When that moment occurs, it makes teaching meaningful and fun. One of the eureka moments had to do with the classes wrestling with the notion of religions that don’t contain the concept of a creator deity. Actually, religions like Jainism, Buddhism, and several Chinese religions lack any type of deity as we understand that term. In previous years, students debate whether those faiths are philosophical beliefs rather than religions.
Once students grasp that we are in this class to think, question, and wrestle with various religions, the stage is set for lively discussions. Enter Sir David Attenborough on the notion of God. Listen to Attenborough discuss termites and whether he might be light them.
Also, notice how Attenborough walks the thin line between agnosticism and atheism.
Then there is Richard Dawkins. He isn’t as genteel as Attenborough. He calls it as he sees it.
Finally, Christopher Hitchens pushes beyond Dawkins. During Hitchens’ speech, he mentions Pope John Paul’s apologies for the errors of the Catholic Church.

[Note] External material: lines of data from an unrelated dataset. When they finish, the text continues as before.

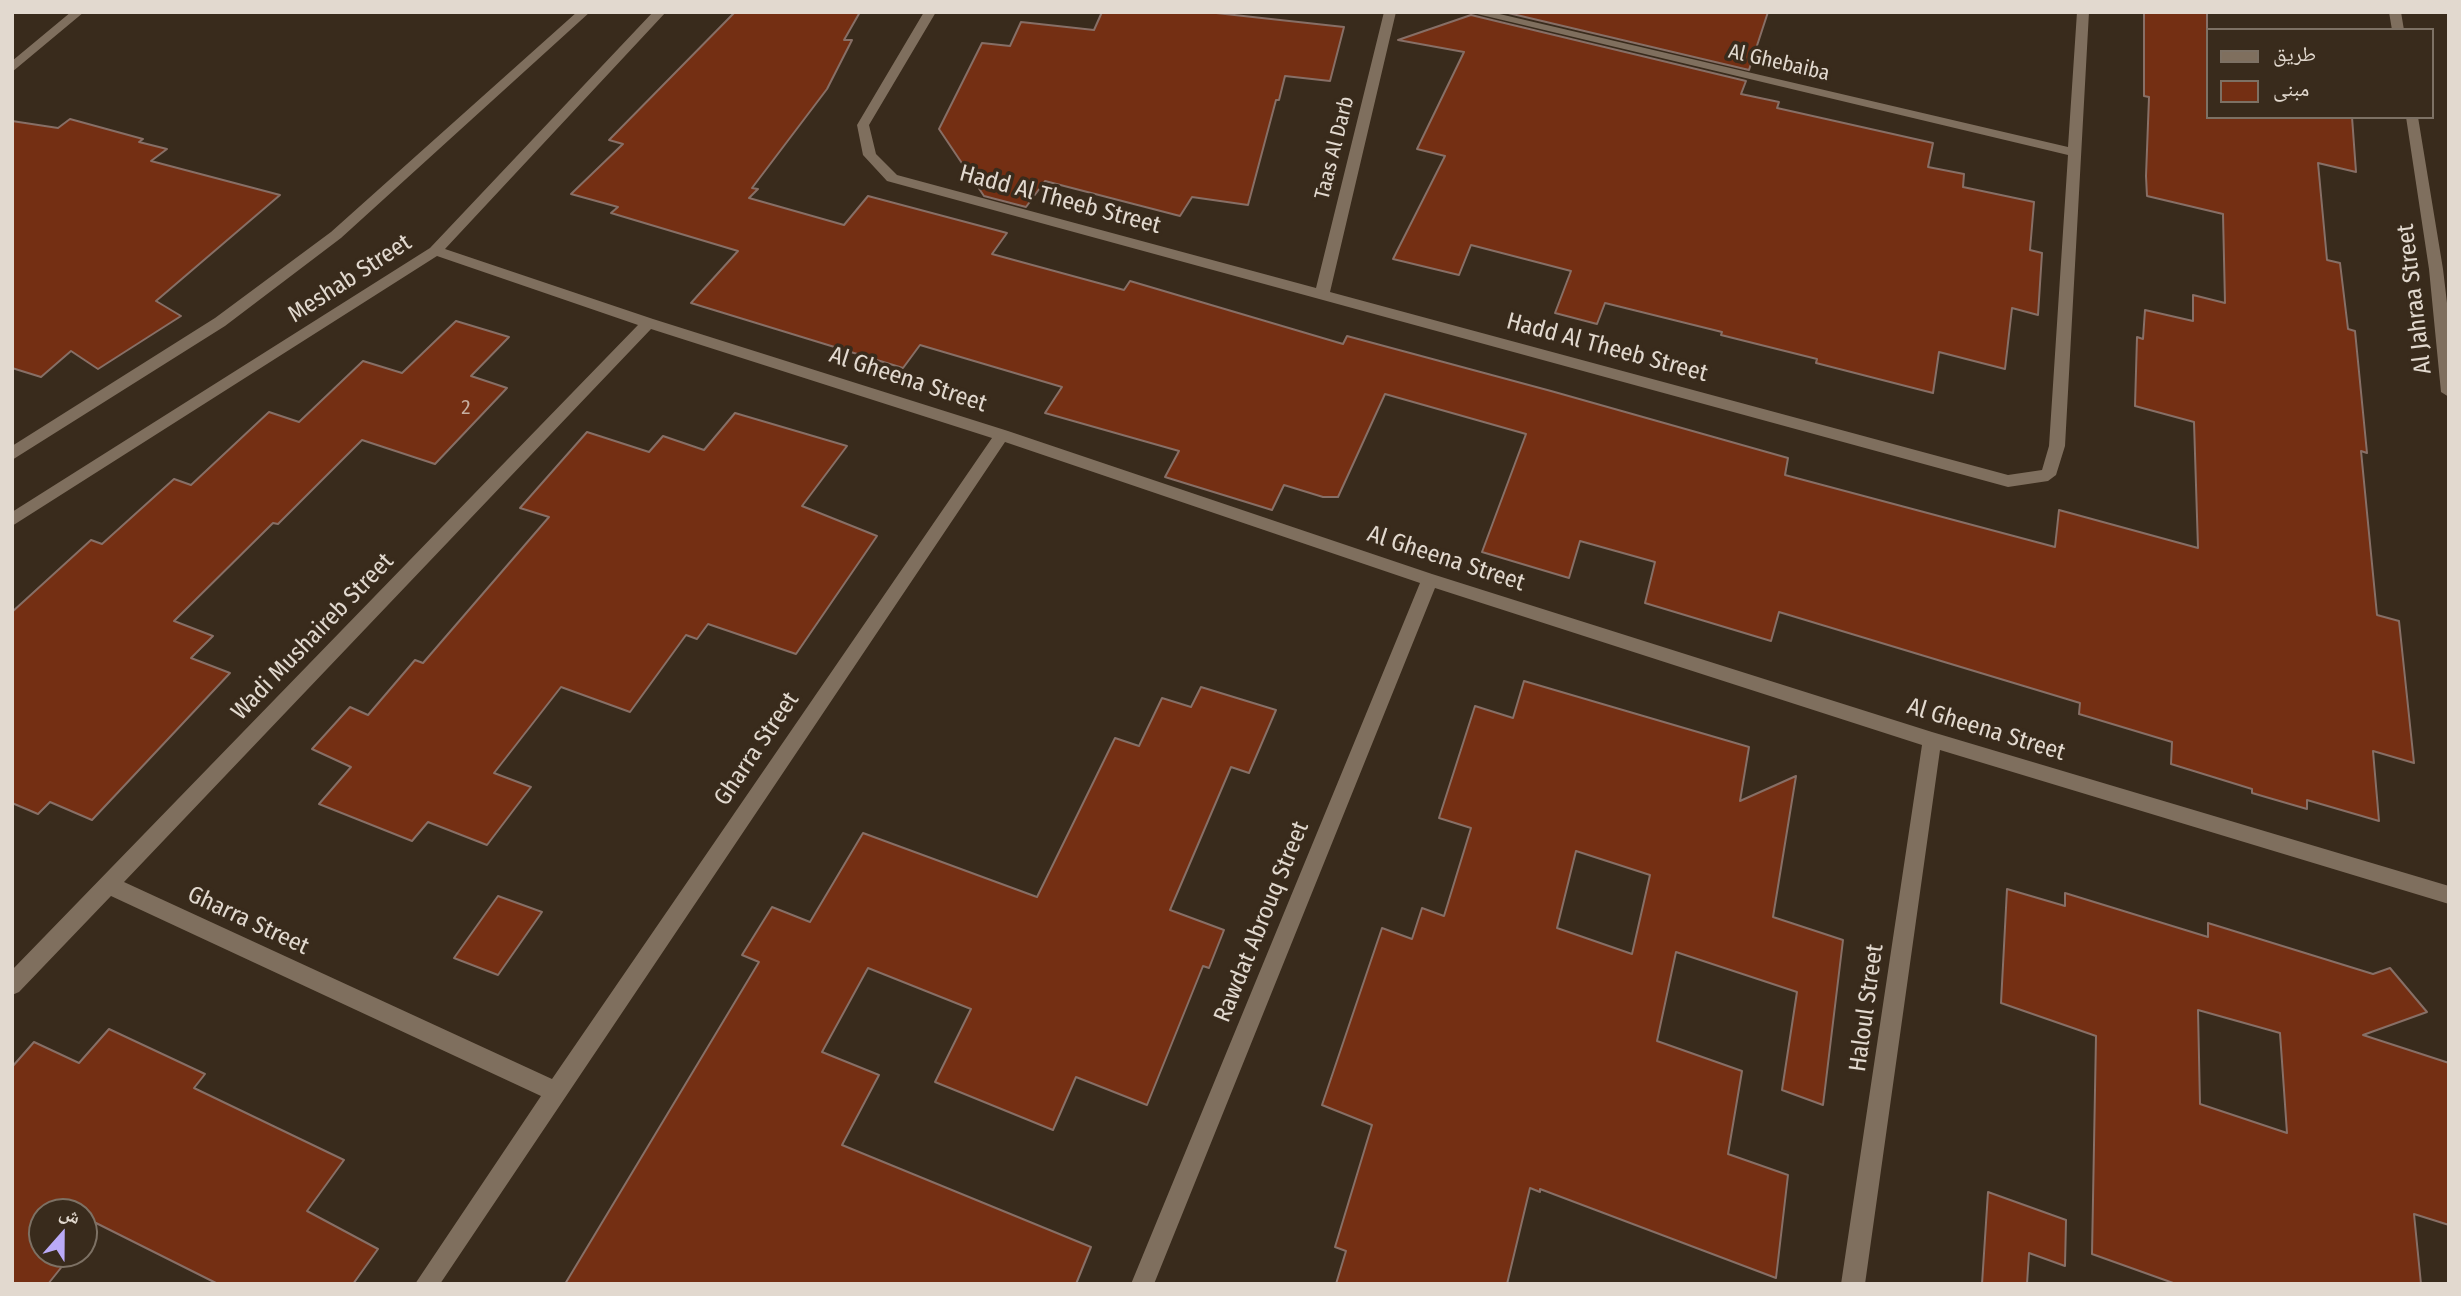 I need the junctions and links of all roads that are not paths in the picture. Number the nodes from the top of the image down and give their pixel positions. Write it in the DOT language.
graph roads {
  1 [pos="78,12"];
  2 [pos="584,12"];
  3 [pos="660,12"];
  4 [pos="930,12"];
  5 [pos="1390,12"];
  6 [pos="1475,12"];
  7 [pos="2083,12"];
  8 [pos="12,68"];
  9 [pos="2412,119"];
  10 [pos="2074,152"];
  11 [pos="435,251"];
  12 [pos="1322,295"];
  13 [pos="648,323"];
  14 [pos="2449,392"];
  15 [pos="1002,435"];
  16 [pos="12,454"];
  17 [pos="12,520"];
  18 [pos="1430,580"];
  19 [pos="1932,740"];
  20 [pos="109,885"];
  21 [pos="2449,895"];
  22 [pos="12,985"];
  23 [pos="556,1092"];
  24 [pos="426,1284"];
  25 [pos="1142,1284"];
  26 [pos="1853,1284"];
  1 -- 8 [label="street"];
  2 -- 16 [label="street, Meshab Street"];
  3 -- 11 [label="street, Meshab Street"];
  4 -- 12 [label="street, Hadd Al Theeb Street"];
  5 -- 12 [label="street, Taas Al Darb"];
  6 -- 10 [label="street, Al Ghebaiba"];
  7 -- 10 [label="street, Hadd Al Theeb Street"];
  9 -- 14 [label="street, Al Jahraa Street"];
  10 -- 12 [label="street, Hadd Al Theeb Street"];
  11 -- 13 [label="street, Al Gheena Street"];
  11 -- 17 [label="street, Meshab Street"];
  13 -- 15 [label="street, Al Gheena Street"];
  13 -- 20 [label="street, Wadi Mushaireb Street"];
  15 -- 18 [label="street, Al Gheena Street"];
  15 -- 23 [label="street, Gharra Street"];
  18 -- 19 [label="street, Al Gheena Street"];
  18 -- 25 [label="street, Rawdat Abrouq Street"];
  19 -- 21 [label="street, Al Gheena Street"];
  19 -- 26 [label="street, Haloul Street"];
  20 -- 22 [label="street, Wadi Mushaireb Street"];
  20 -- 23 [label="street, Gharra Street"];
  23 -- 24 [label="street, Gharra Street"];
}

Finally, Bertrand Russell, the British philosopher, drafted an essay in 1952 entitled “Is There a God?” This is a brief part of this famous article.
Many orthodox people speak as though it were the business of sceptics to disprove received dogmas rather than of dogmatists to prove them. This is, of course, a mistake. If I were to suggest that between the Earth and Mars there is a china teapot revolving about the sun in an elliptical orbit, nobody would be able to disprove my assertion provided I were careful to add that the teapot is too small to be revealed even by our most powerful telescopes. But if I were to go on to say that, since my assertion cannot be disproved, it is intolerable presumption on the part of human reason to doubt it, I should rightly be thought to be talking nonsense. If, however, the existence of such a teapot were affirmed in ancient books, taught as the sacred truth every Sunday, and instilled into the minds of children at school, hesitation to believe in its existence would become a mark of eccentricity and entitle the doubter to the attentions of the psychiatrist in an enlightened age or of the Inquisitor in an earlier time.
I found this photo on the Internet. I assume Bertrand Russell posted it to prove his point. Late last night, I went to my personal observation deck and searched the sky for the orbiting china teapot. I’m not sure that I found it. I did notice a couple of places that might have been the teapot. I’ll email Neil deGrasse Tyson at Hayden Planetarium to confirm whether either of my sightings was the orbiting china teapot.